Zone interdite (/fr/, literally "Prohibited area") is a French newsmagazine that has been broadcast since on M6, the second-most watched TV network in the French-speaking world. Well known for its investigative journalism, the show has long been considered one of the most influential in France and has been awarded the 7 d'or in 2000 (France's most prestigious TV award) for best newsmagazine on TV. It is currently presented by Ophélie Meunier.

==Broadcasting==

Zone Interdite (often nicknamed Zone) is broadcast on M6 once every two weeks on Sunday prime time, and the following Tuesday at night. Summer shows are broadcast on a different schedule in July and August.

==Format and public==

Each episode features several investigative journalism reports, each one followed by a panel featuring experts, lawmakers, interviewees etc. who discuss the issue the report deals with.

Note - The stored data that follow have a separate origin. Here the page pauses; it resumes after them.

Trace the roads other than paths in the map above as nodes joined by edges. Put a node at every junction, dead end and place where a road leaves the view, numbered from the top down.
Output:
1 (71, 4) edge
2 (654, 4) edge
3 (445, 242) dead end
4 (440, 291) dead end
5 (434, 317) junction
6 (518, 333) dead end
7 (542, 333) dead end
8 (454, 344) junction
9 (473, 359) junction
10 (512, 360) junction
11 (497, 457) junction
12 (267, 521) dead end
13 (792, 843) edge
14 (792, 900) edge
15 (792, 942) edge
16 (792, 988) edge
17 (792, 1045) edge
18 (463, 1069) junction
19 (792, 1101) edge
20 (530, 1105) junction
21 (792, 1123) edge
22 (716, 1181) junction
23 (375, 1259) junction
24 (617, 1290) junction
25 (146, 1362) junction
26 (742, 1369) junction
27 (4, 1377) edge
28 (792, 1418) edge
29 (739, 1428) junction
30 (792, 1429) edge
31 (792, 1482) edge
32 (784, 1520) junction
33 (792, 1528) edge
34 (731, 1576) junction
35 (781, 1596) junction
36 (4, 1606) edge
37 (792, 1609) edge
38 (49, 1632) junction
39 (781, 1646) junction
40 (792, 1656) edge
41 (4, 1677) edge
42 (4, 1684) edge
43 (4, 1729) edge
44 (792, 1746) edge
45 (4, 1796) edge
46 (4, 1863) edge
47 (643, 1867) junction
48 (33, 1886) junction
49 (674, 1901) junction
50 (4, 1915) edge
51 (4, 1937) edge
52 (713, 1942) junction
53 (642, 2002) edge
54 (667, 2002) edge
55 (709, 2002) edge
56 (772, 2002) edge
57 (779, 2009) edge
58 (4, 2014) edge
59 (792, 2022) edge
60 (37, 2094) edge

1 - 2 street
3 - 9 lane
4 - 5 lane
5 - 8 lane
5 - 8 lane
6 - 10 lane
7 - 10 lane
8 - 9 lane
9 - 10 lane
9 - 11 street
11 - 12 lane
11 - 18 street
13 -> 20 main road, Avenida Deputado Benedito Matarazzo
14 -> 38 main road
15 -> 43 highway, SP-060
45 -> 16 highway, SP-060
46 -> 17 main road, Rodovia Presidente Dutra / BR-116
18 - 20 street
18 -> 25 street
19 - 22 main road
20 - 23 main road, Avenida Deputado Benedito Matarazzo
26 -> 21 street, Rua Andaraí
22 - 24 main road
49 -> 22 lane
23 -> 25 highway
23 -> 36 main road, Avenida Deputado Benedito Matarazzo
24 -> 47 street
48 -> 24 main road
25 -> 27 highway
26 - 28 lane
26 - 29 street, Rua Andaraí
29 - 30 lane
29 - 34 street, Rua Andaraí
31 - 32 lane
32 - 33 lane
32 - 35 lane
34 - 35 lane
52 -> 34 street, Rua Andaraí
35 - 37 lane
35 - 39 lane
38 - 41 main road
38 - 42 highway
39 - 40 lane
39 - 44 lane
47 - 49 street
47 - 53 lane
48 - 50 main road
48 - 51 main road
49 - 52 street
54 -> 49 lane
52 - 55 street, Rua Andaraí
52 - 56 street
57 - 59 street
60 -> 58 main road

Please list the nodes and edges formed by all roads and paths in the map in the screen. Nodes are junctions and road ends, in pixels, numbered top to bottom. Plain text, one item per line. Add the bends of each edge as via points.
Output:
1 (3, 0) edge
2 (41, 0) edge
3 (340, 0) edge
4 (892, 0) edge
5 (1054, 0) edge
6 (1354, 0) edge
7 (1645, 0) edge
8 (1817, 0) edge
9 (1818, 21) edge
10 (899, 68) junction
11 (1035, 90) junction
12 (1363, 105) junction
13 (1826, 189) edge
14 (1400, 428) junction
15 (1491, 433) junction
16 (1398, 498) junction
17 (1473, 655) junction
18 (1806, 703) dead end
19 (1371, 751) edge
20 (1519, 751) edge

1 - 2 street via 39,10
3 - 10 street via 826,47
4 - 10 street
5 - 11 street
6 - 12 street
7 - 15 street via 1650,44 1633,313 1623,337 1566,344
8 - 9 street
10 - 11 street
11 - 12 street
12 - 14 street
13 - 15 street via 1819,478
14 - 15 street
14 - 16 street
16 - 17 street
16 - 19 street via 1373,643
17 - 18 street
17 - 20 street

The idea behind the show is best defined by its name: Zone Interdite meaning Forbidden Zone in French. It deals with the most important and sensitive social and political issues of the time, in order to give the public the best possible insight and to drive general and political attention on them.

===Public===

With an average of 3 to 5 million viewers and an average of 10% to 30% of the target market shares per episode, it is one of the most-watched newsmagazines on French TV.

===Influence in France===

Zone Interdite is known for its large public, sensitive topics and high-end panels.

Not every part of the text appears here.